Decreto carburanti, gioco legale: sponsorizzazioni e comparazione quote fuori da deduzioni fiscali

Il Decreto-Legge 26, noto come Decreto Carburanti, introduce nuove regole sulle sponsorizzazioni del gioco legale. In particolare le spese sulle sponsorizzazioni non sono più deducibili dalle imposte su redditi e dall’imposta regionale sulle attività produttive.

Si parla anche di gioco legale nel Decreto-Legge 26 agosto 2026 n. 153 recante Disposizioni urgenti in materia di prezzi petroliferi connessi al protrarsi della nuova crisi dei mercati internazionali, meglio conosciuto come Decreto Carburanti, pubblicato il 26 agosto 2026 in Gazzetta Ufficiale ed entrato in vigore nella giornata successiva.

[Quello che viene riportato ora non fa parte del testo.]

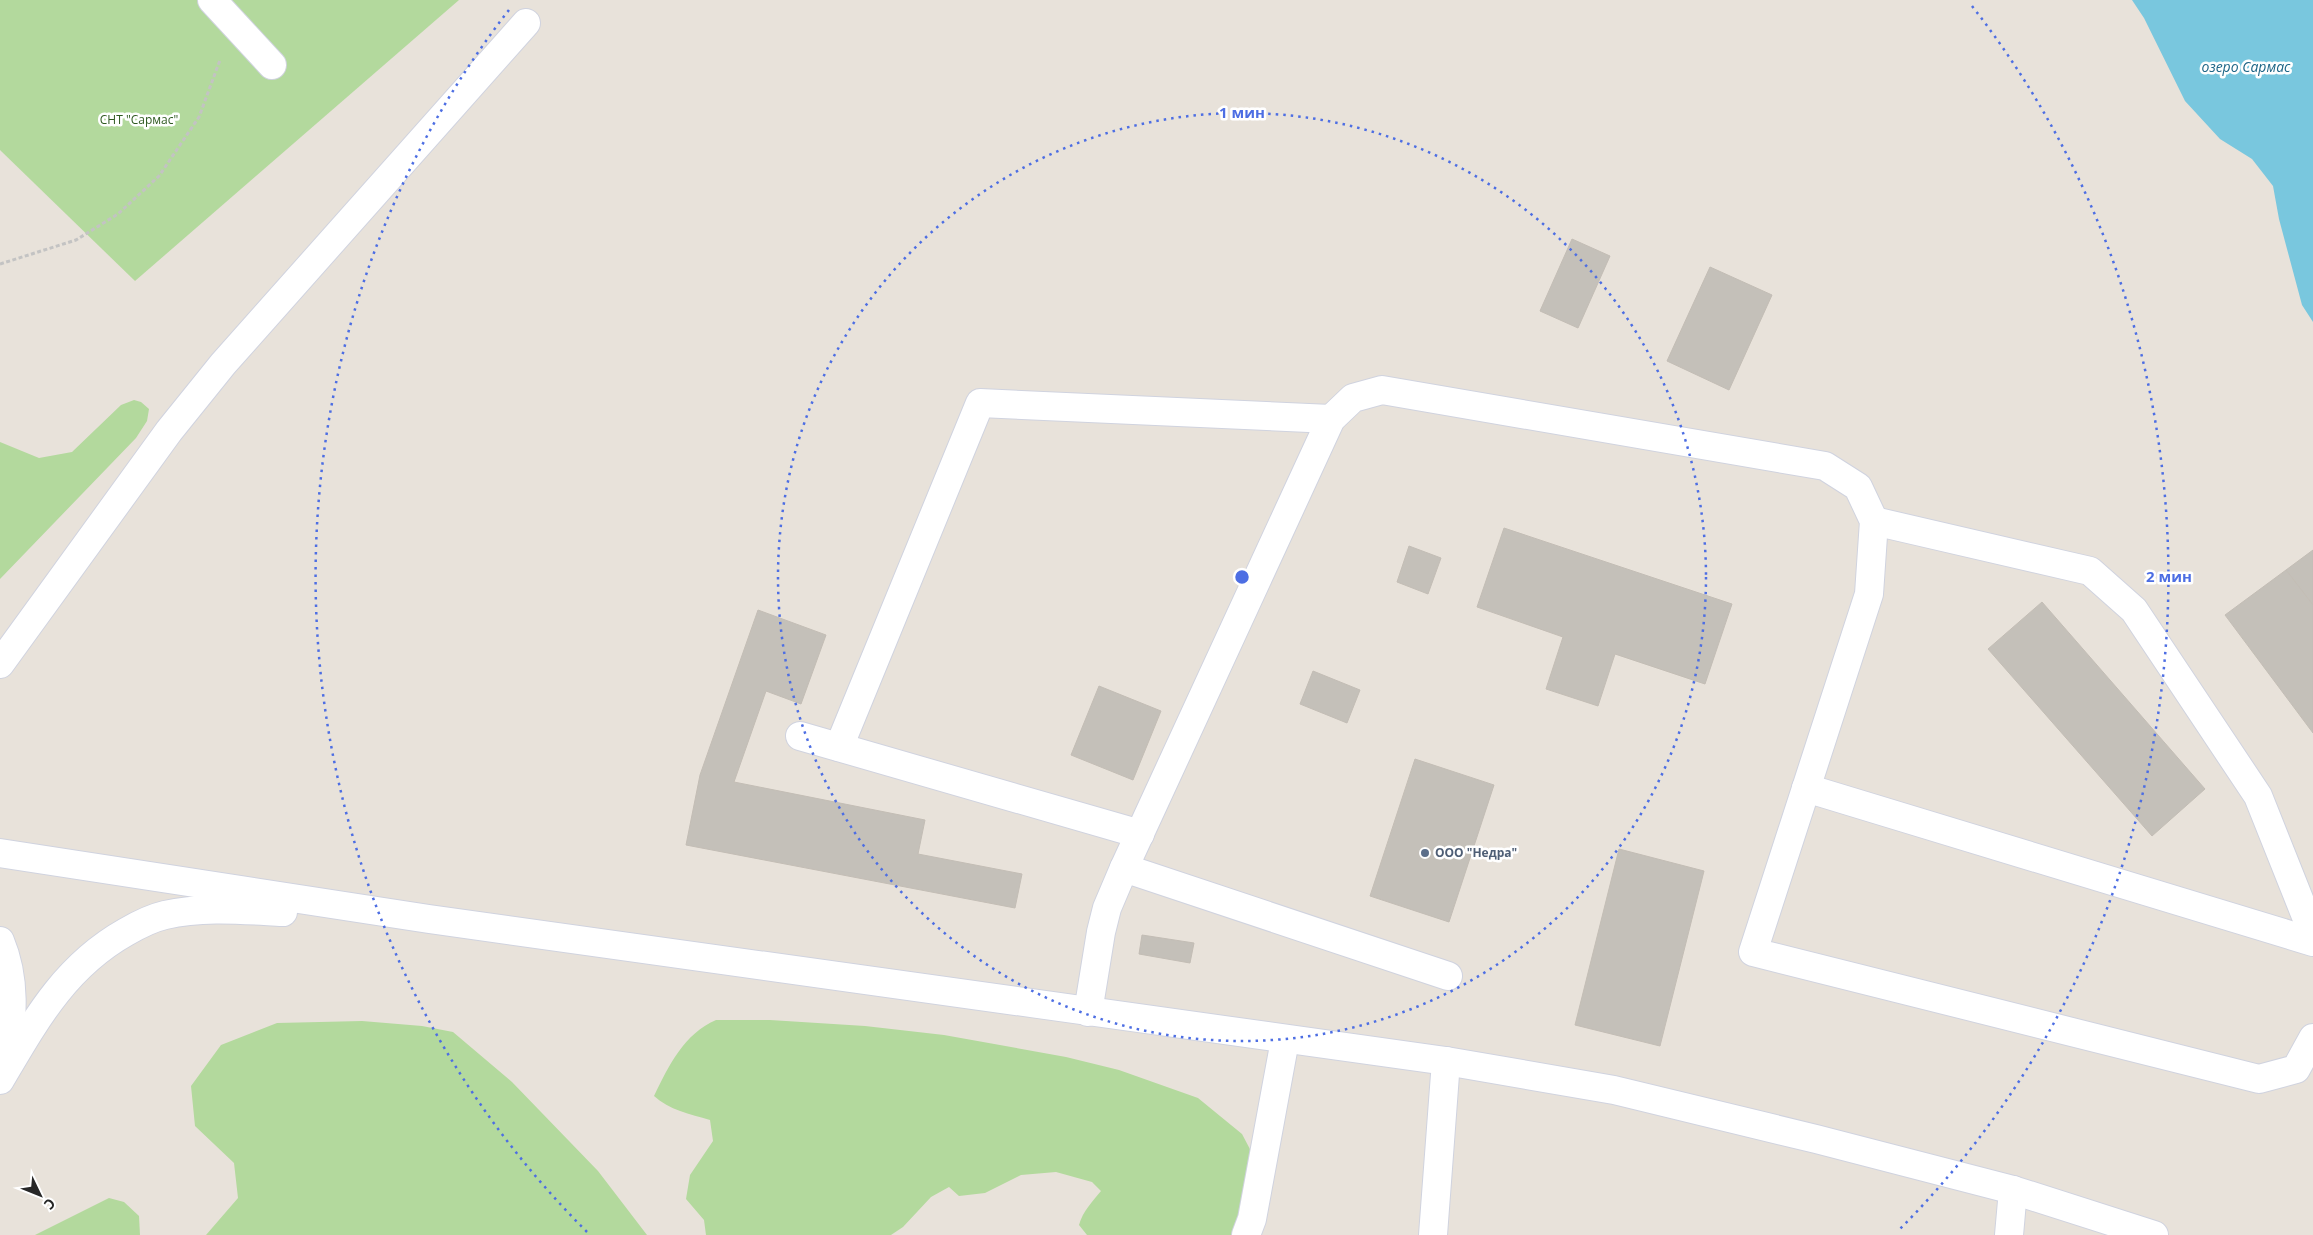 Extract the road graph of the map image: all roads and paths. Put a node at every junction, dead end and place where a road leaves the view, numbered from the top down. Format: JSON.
{"nodes":[{"id":1,"x":212,"y":0,"type":"edge"},
{"id":2,"x":526,"y":23,"type":"dead end"},
{"id":3,"x":234,"y":24,"type":"junction"},
{"id":4,"x":272,"y":65,"type":"dead end"},
{"id":5,"x":0,"y":264,"type":"edge"},
{"id":6,"x":1332,"y":419,"type":"junction"},
{"id":7,"x":1874,"y":520,"type":"junction"},
{"id":8,"x":0,"y":664,"type":"edge"},
{"id":9,"x":800,"y":736,"type":"dead end"},
{"id":10,"x":839,"y":747,"type":"junction"},
{"id":11,"x":1806,"y":788,"type":"junction"},
{"id":12,"x":1140,"y":834,"type":"junction"},
{"id":13,"x":0,"y":853,"type":"edge"},
{"id":14,"x":1124,"y":868,"type":"junction"},
{"id":15,"x":429,"y":919,"type":"junction"},
{"id":16,"x":2313,"y":934,"type":"edge"},
{"id":17,"x":0,"y":941,"type":"edge"},
{"id":18,"x":2313,"y":942,"type":"edge"},
{"id":19,"x":1448,"y":976,"type":"dead end"},
{"id":20,"x":1088,"y":1012,"type":"junction"},
{"id":21,"x":2313,"y":1038,"type":"edge"},
{"id":22,"x":1285,"y":1040,"type":"junction"},
{"id":23,"x":1446,"y":1061,"type":"junction"},
{"id":24,"x":0,"y":1073,"type":"edge"},
{"id":25,"x":0,"y":1080,"type":"edge"},
{"id":26,"x":2013,"y":1190,"type":"junction"},
{"id":27,"x":1246,"y":1235,"type":"edge"},
{"id":28,"x":1433,"y":1235,"type":"edge"},
{"id":29,"x":2009,"y":1235,"type":"edge"},
{"id":30,"x":2154,"y":1235,"type":"edge"}],
"edges":[{"from":1,"to":3,"type":"street"},
{"from":2,"to":8,"type":"street"},
{"from":3,"to":4,"type":"street"},
{"from":3,"to":5,"type":"path"},
{"from":6,"to":7,"type":"street"},
{"from":6,"to":10,"type":"street"},
{"from":6,"to":12,"type":"street"},
{"from":7,"to":11,"type":"street"},
{"from":7,"to":16,"type":"street"},
{"from":9,"to":10,"type":"street"},
{"from":10,"to":12,"type":"street"},
{"from":11,"to":18,"type":"street"},
{"from":11,"to":21,"type":"street"},
{"from":12,"to":14,"type":"street"},
{"from":13,"to":15,"type":"street"},
{"from":14,"to":19,"type":"street"},
{"from":14,"to":20,"type":"street"},
{"from":15,"to":20,"type":"street"},
{"from":15,"to":25,"type":"street"},
{"from":17,"to":24,"type":"street"},
{"from":20,"to":22,"type":"street"},
{"from":22,"to":23,"type":"street"},
{"from":22,"to":27,"type":"street"},
{"from":23,"to":26,"type":"street"},
{"from":23,"to":28,"type":"street"},
{"from":26,"to":29,"type":"street"},
{"from":26,"to":30,"type":"street"}]}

In particolare il decreto introduce un divieto di agevolazione fiscale per gli operatori di gioco legale. Dal periodo d’imposta 2026, tutte le spese sostenute per sponsorizzazioni, comunicazioni informative e piattaforme di comparazione quote diventeranno totalmente indeducibili ai fini Ires e Irap. Le ragioni sono espresse nell’articolo 1 dove viene evidenziata “la straordinaria necessità e urgenza di adottare misure per contenere gli effetti derivanti dal perdurante aumento del costo dei carburanti”.

Tutto quello che riguarda il settore del gioco è nell’articolo 3. Al comma 4 si legge infatti che “le spese, di cui all’articolo 9 del decreto-legge 12 luglio 2018, n. 87 (noto come decreto Dignità), convertito con modificazioni dalla legge 9 agosto 2018, n. 96, sostenute per le sponsorizzazioni o analoghe tipologie contrattuali da parte di soggetti riconducibili direttamente o indirettamente agli operatori di gioco legale che forniscono comunicazioni di carattere informativo relative al gioco medesimo o che forniscono servizi informativi di comparazione di quote o offerte non sono deducibili ai fini delle imposte sui redditi e dell’imposta regionale sulle attività produttive”.

All’articolo 5, 2-ter viene invece specificato che “le spese, di cui all’articolo 9 del decreto-legge 12 luglio 2018, n. 87, convertito con modificazioni dalla legge 9 agosto 2018, n. 96, sostenute per le sponsorizzazioni o analoghe tipologie contrattuali da parte di soggetti riconducibili direttamente o indirettamente agli operatori di gioco legale che forniscono comunicazioni di carattere informativo relative al gioco medesimo o che forniscono servizi informativi di comparazione di quote o offerte non sono deducibili ai fini delle imposte sui redditi e dell’imposta regionale sulle attività produttive”.

Nel comma 6 viene puntualizzato che “le disposizioni di cui ai commi da 3 a 5 si applicano alle spese sostenute a decorrere dal periodo d’imposta successivo a quello in corso al 31 dicembre 2025”, mentre nel comma 7 è specificato che “con decreto del ministro dell’Economia e delle Finanze da adottare con cadenza annuale sono accertate le maggiori entrate derivanti dai commi da 3 a 5. Le maggiori entrate accertate ai sensi del primo periodo sono destinate al Fondo per interventi strutturali di politica economica, di cui all’articolo 10, comma 5, del decreto-legge   29   novembre 2004, n. 282, convertito, con modificazioni, dalla legge 27 dicembre 2004, n. 307”.